Kosmos 521
- Mission type: ASAT target
- COSPAR ID: 1972-074A
- SATCAT no.: 06206
- Mission duration: 53 years, 12 days (in orbit)

Spacecraft properties
- Spacecraft type: DS-P1-M
- Manufacturer: Yuzhnoye
- Launch mass: 650 kilograms (1,430 lb)

Start of mission
- Launch date: 29 September 1972, 20:18:59 UTC
- Rocket: Kosmos-3M
- Launch site: Plesetsk 132/2

Orbital parameters
- Reference system: Geocentric
- Regime: Low Earth
- Perigee altitude: 987 kilometres (613 mi)
- Apogee altitude: 992 kilometres (616 mi)
- Inclination: 65.8 degrees
- Period: 104.9 minutes

= Kosmos 521 =

Soviet target test satellite

Kosmos 521 (Космос 521 meaning Cosmos 521), also known as DS-P1-M No.4 is a satellite which was intended for use as a target for tests of anti-satellite weapons. It was launched by the Soviet Union in 1972 as part of the Dnepropetrovsk Sputnik programme, and was to have been used as a target for an IS-A interceptor, as part of the Istrebitel Sputnikov programme. A malfunction aboard the satellite rendered it useless, and the interceptor was not launched.

It was launched aboard a Kosmos-3M carrier rocket, from Site 132/2 at the Plesetsk Cosmodrome. The launch occurred at 20:18:59 UTC on 29 September 1972.

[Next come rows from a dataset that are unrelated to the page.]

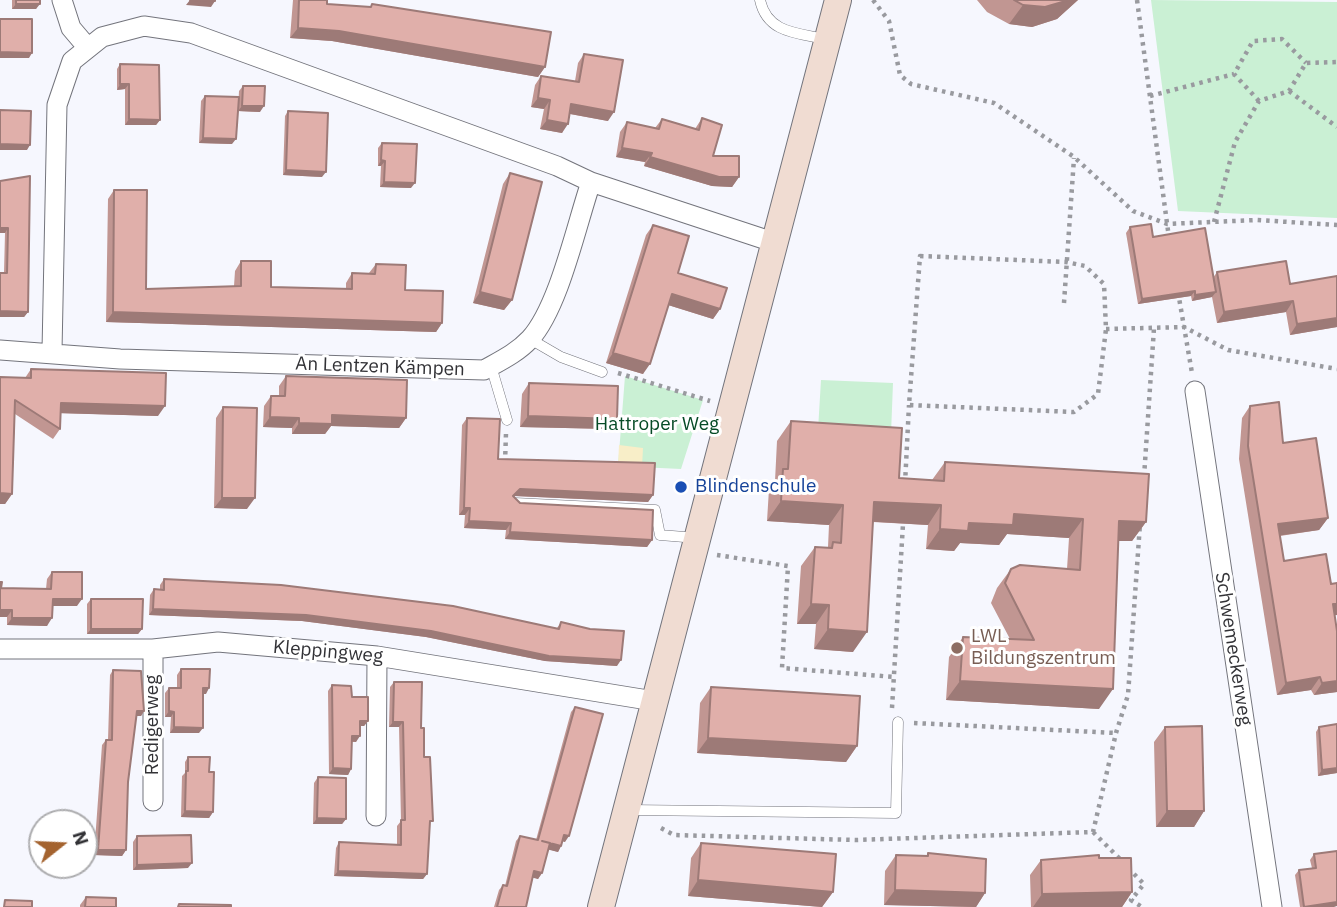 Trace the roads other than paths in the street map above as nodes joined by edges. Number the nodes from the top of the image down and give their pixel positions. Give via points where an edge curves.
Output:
1 (62, 0) edge
2 (760, 0) edge
3 (838, 0) edge
4 (828, 40) junction
5 (88, 48) junction
6 (591, 182) junction
7 (776, 243) junction
8 (530, 339) junction
9 (0, 350) edge
10 (52, 351) junction
11 (491, 366) junction
12 (602, 372) road end
13 (1195, 391) road end
14 (507, 420) road end
15 (515, 503) edge
16 (696, 545) junction
17 (0, 649) edge
18 (153, 649) junction
19 (377, 656) junction
20 (654, 701) junction
21 (898, 722) road end
22 (153, 801) dead end
23 (625, 810) junction
24 (376, 816) dead end
25 (601, 907) edge
26 (1272, 907) edge

1 - 5 street via 72,28
2 - 4 lane via 762,12 776,29
3 - 4 main road
4 - 7 main road
5 - 6 street via 102,37 144,26 191,33
5 - 10 street via 72,61 57,105
6 - 7 street
6 - 8 street, An Lentzen Kämpen via 548,312
7 - 16 main road
8 - 11 street, An Lentzen Kämpen
8 - 12 lane via 561,358
9 - 10 street, An Lentzen Kämpen
10 - 11 street, An Lentzen Kämpen via 120,359 460,370
11 - 14 lane
13 - 26 street, Schwemeckerweg
15 - 16 lane via 655,510 660,535
16 - 20 main road
17 - 18 street, Kleppingweg
18 - 19 street, Kleppingweg via 218,642
18 - 22 street, Redigerweg
19 - 20 street, Kleppingweg
19 - 24 street
20 - 23 main road
21 - 23 lane via 896,813
23 - 25 main road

Kosmos 521 was placed into a low Earth orbit with a perigee of 987 km, an apogee of 992 km, 65.8 degrees of inclination, and an orbital period of 104.9 minutes. No attempt to intercept the satellite was made after its onboard telemetry system malfunctioned. As of 2009, it is still in orbit. Western analysts did not identify Kosmos 521 as being associated with the Soviet ASAT programme until records were declassified.

Kosmos 521 was the last of the five original DS-P1-M satellites to be launched, of which all but the first were successfully reached orbit. Despite its successful launch, the satellite malfunctioned shortly after reaching orbit, and was unusable. Subsequent launches used a modified version of the DS-P1-M, known as Lira.